The deal that wasn’t debated

What’s alarming is not merely the substance of the potential deal between Washington and Kinshasa, but also the process. Or rather, the absence of it. The announcement of the deal did not come from Parliament or the National Assembly, it was revealed through the press. As Kambale Musavuli, a Congolese analyst pointed out to Peoples Dispatch, “Can you imagine that a whole country is making a decision on a mineral deal, and Parliament never discussed it?”

The Congolese constitution nominally vests ownership of the country’s land and resources in the state, but the lack of popular or parliamentary oversight raises profound questions. “The contradictions of the Congolese Constitution are being exposed,” said Musavuli. “Legal experts are now debating whether the president even has the authority to make such sweeping deals unilaterally.”

What’s at stake is not merely legality, but also legitimacy.

A crisis of sovereignty

The larger backdrop to this unfolding deal is the resurgence of M23, a rebel group long accused of operating with the backing of neighboring Rwanda and Uganda both of whom have enjoyed US military and political support over the years. In Musavuli’s view, this casts an ominous light on any purported US military assistance: “Why should the DRC go to the US when, for all intents and purposes, they are the ones arming, training, and equipping the Rwandan and Ugandan militaries?”

Civil society actors, particularly from mineral-rich Katanga province, have issued statements condemning any mineral-for-security arrangements that bypass the Congolese people. Yet their voices have been conspicuously absent from international headlines. Which denies its right as a sovereign nation with its own people, political will and agency.

Stewart Muhindo, a member of the civil society movement LUCHA, echoes this sentiment. “Congolese are not enthusiastic about this deal. We are pessimistic. Foreign interventions have done nothing for years. We don’t think solutions for our problems can come from other countries. We need to build our country ourselves.”

Sovereignty undermined

The geopolitical tensions and interests vying for control over critical minerals only intensify the internal contradictions of the DRC. As Musavuli explains, the crisis is not just external: “We also have our local comprador class, who are in bed with the West. These leaders do not serve the interests of the Congolese people. The future is being sold without their consent.”

This dual crisis, external intervention and internal collaborationism, mirrors the dilemmas that haunted Congo’s post-independence era.

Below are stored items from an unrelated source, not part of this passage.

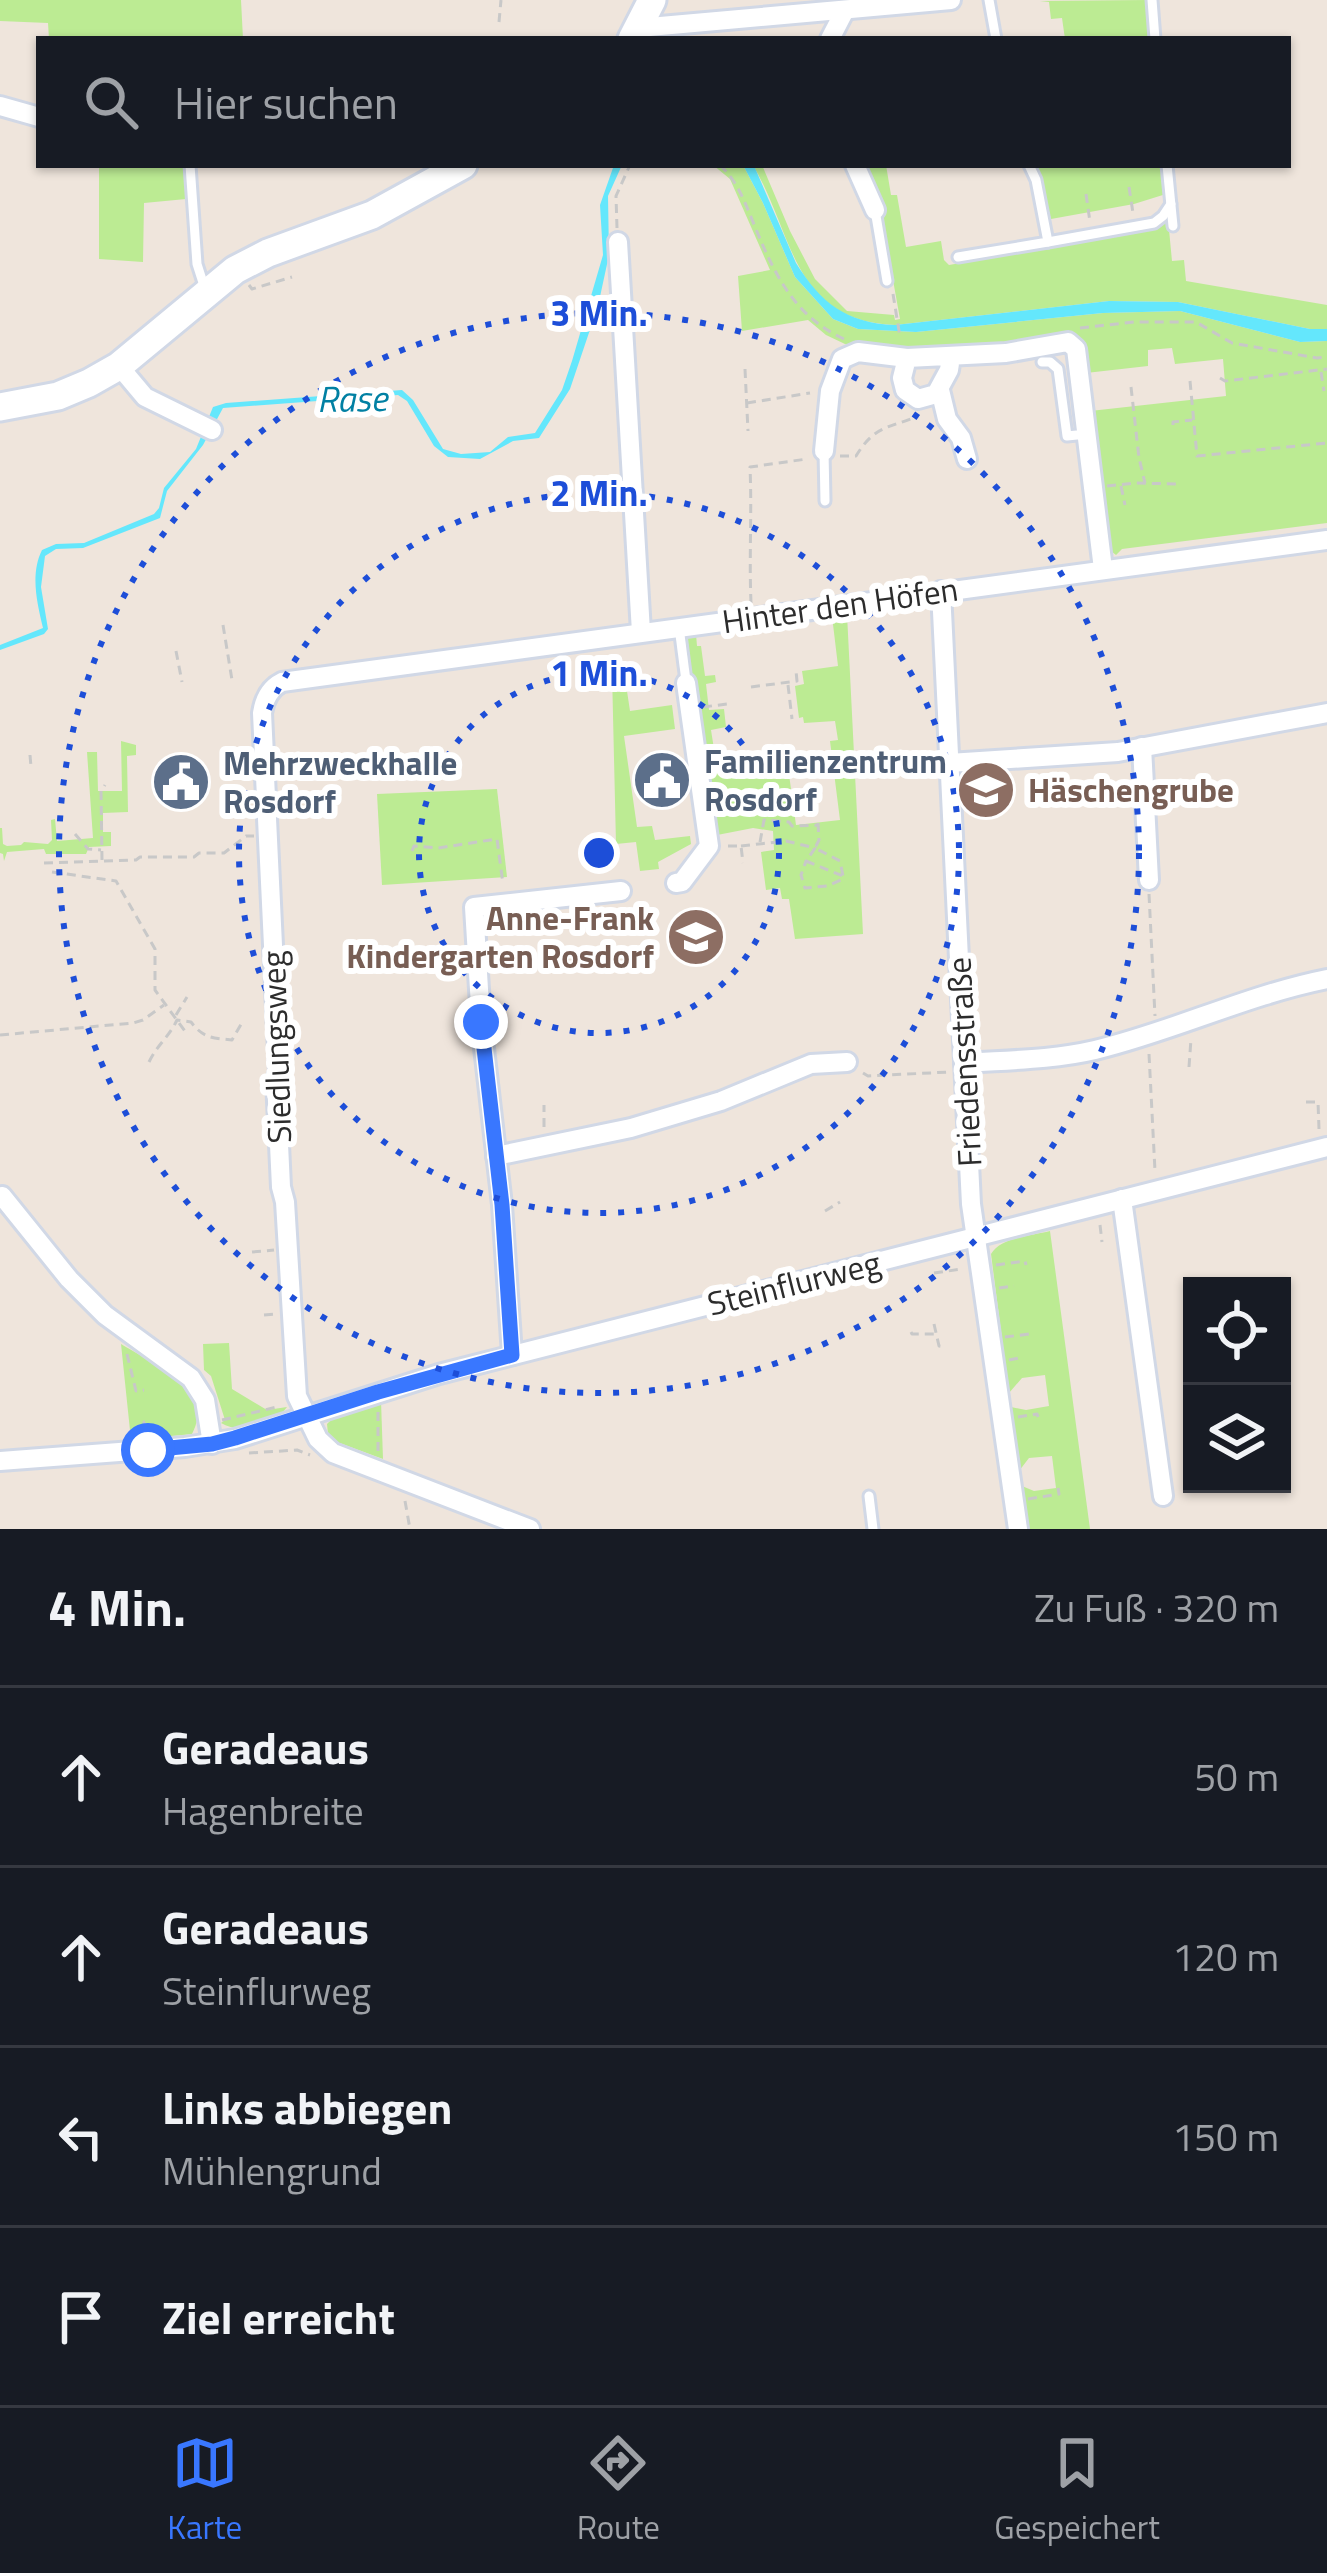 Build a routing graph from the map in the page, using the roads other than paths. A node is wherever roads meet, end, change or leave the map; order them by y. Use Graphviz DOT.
graph roads {
  1 [pos="652,0"];
  2 [pos="951,0"];
  3 [pos="989,0"];
  4 [pos="1152,0"];
  5 [pos="844,10"];
  6 [pos="635,34"];
  7 [pos="831,36"];
  8 [pos="995,36"];
  9 [pos="1156,36"];
  10 [pos="0,106"];
  11 [pos="36,117"];
  12 [pos="190,168"];
  13 [pos="458,168"];
  14 [pos="856,168"];
  15 [pos="1030,168"];
  16 [pos="1167,168"];
  17 [pos="1171,204"];
  18 [pos="874,210"];
  19 [pos="1173,226"];
  20 [pos="618,242"];
  21 [pos="1048,242"];
  22 [pos="958,257"];
  23 [pos="887,281"];
  24 [pos="206,295"];
  25 [pos="903,351"];
  26 [pos="951,357"];
  27 [pos="1042,362"];
  28 [pos="118,366"];
  29 [pos="942,397"];
  30 [pos="0,407"];
  31 [pos="207,428"];
  32 [pos="1087,434"];
  33 [pos="824,454"];
  34 [pos="967,459"];
  35 [pos="825,501"];
  36 [pos="1327,540"];
  37 [pos="1103,569"];
  38 [pos="941,591"];
  39 [pos="679,627"];
  40 [pos="641,632"];
  41 [pos="282,682"];
  42 [pos="686,683"];
  43 [pos="1327,713"];
  44 [pos="1142,747"];
  45 [pos="949,763"];
  46 [pos="1149,880"];
  47 [pos="676,883"];
  48 [pos="621,891"];
  49 [pos="1327,979"];
  50 [pos="847,1062"];
  51 [pos="965,1067"];
  52 [pos="1323,1148"];
  53 [pos="496,1156"];
  54 [pos="1,1190"];
  55 [pos="1122,1199"];
  56 [pos="977,1237"];
  57 [pos="512,1355"];
  58 [pos="303,1409"];
  59 [pos="212,1444"];
  60 [pos="0,1461"];
  61 [pos="868,1496"];
  62 [pos="1163,1496"];
  63 [pos="530,1529"];
  64 [pos="874,1529"];
  65 [pos="1018,1529"];
  1 -- 6 [label="street"];
  2 -- 5 [label="street"];
  3 -- 8 [label="lane"];
  4 -- 9 [label="lane"];
  5 -- 6 [label="street"];
  5 -- 7 [label="street"];
  10 -- 11 [label="street"];
  12 -- 24 [label="lane"];
  13 -- 24 [label="street"];
  14 -- 18 [label="street"];
  15 -- 21 [label="lane"];
  16 -- 17 [label="lane"];
  17 -- 19 [label="lane"];
  17 -- 21 [label="lane"];
  18 -- 23 [label="lane"];
  20 -- 40 [label="street"];
  21 -- 22 [label="lane"];
  24 -- 28 [label="street"];
  25 -- 26 [label="street"];
  25 -- 29 [label="street"];
  25 -- 33 [label="street"];
  26 -- 29 [label="street"];
  26 -- 32 [label="street"];
  27 -- 32 [label="lane"];
  28 -- 30 [label="street"];
  28 -- 31 [label="street"];
  29 -- 34 [label="street"];
  32 -- 37 [label="street"];
  33 -- 35 [label="lane"];
  36 -- 37 [label="street, Hinter den Höfen"];
  37 -- 38 [label="street, Hinter den Höfen"];
  38 -- 39 [label="street, Hinter den Höfen"];
  38 -- 45 [label="street, Friedensstraße"];
  39 -- 40 [label="street, Hinter den Höfen"];
  39 -- 42 [label="lane"];
  40 -- 41 [label="street, Hinter den Höfen"];
  41 -- 58 [label="street, Siedlungsweg"];
  42 -- 47 [label="street"];
  43 -- 44 [label="street"];
  44 -- 45 [label="street"];
  44 -- 46 [label="street"];
  45 -- 51 [label="street, Friedensstraße"];
  48 -- 53 [label="street"];
  49 -- 51 [label="street"];
  50 -- 53 [label="street"];
  51 -- 56 [label="street, Friedensstraße"];
  52 -- 55 [label="street, Steinflurweg"];
  53 -- 57 [label="street"];
  54 -- 59 [label="street"];
  55 -- 56 [label="street, Steinflurweg"];
  55 -- 62 [label="street"];
  56 -- 57 [label="street, Steinflurweg"];
  56 -- 65 [label="street, Friedensstraße"];
  57 -- 58 [label="street, Steinflurweg"];
  58 -- 59 [label="street, Steinflurweg"];
  58 -- 63 [label="street"];
  59 -- 60 [label="street, Steinflurweg"];
  61 -- 64 [label="lane"];
}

Patrice Lumumba’s assassination in 1961 at the hands of Western-backed conspirators marked the beginning of decades of resource extraction at the expense of national sovereignty. Today, in 2025, the echoes of Lumumba’s dream still haunt the Congo, that its land belongs to its people not to corporations, multinationals, or foreign armies.

Looking at the Sahel’s fight for Sovereignty

In stark contrast, the Sahel region is witnessing a resurgence of popular anti-imperialist politics. Countries like Mali, Burkina Faso, and Niger have rejected French and Western military partnerships, opting instead to nationalize resource control and assert regional autonomy. “They are following Nkrumah’s ideas,” said Musavuli. “They are saying the resources should benefit the people.”

Yet in Kinshasa, the direction appears reversed. The leadership’s desperation to stay in power, amid mounting insecurity and waning legitimacy, has pushed them toward the very powers that have long destabilized the country. If the reported deal with Washington goes through, it will not represent Congolese empowerment, but Congolese submission for its minerals.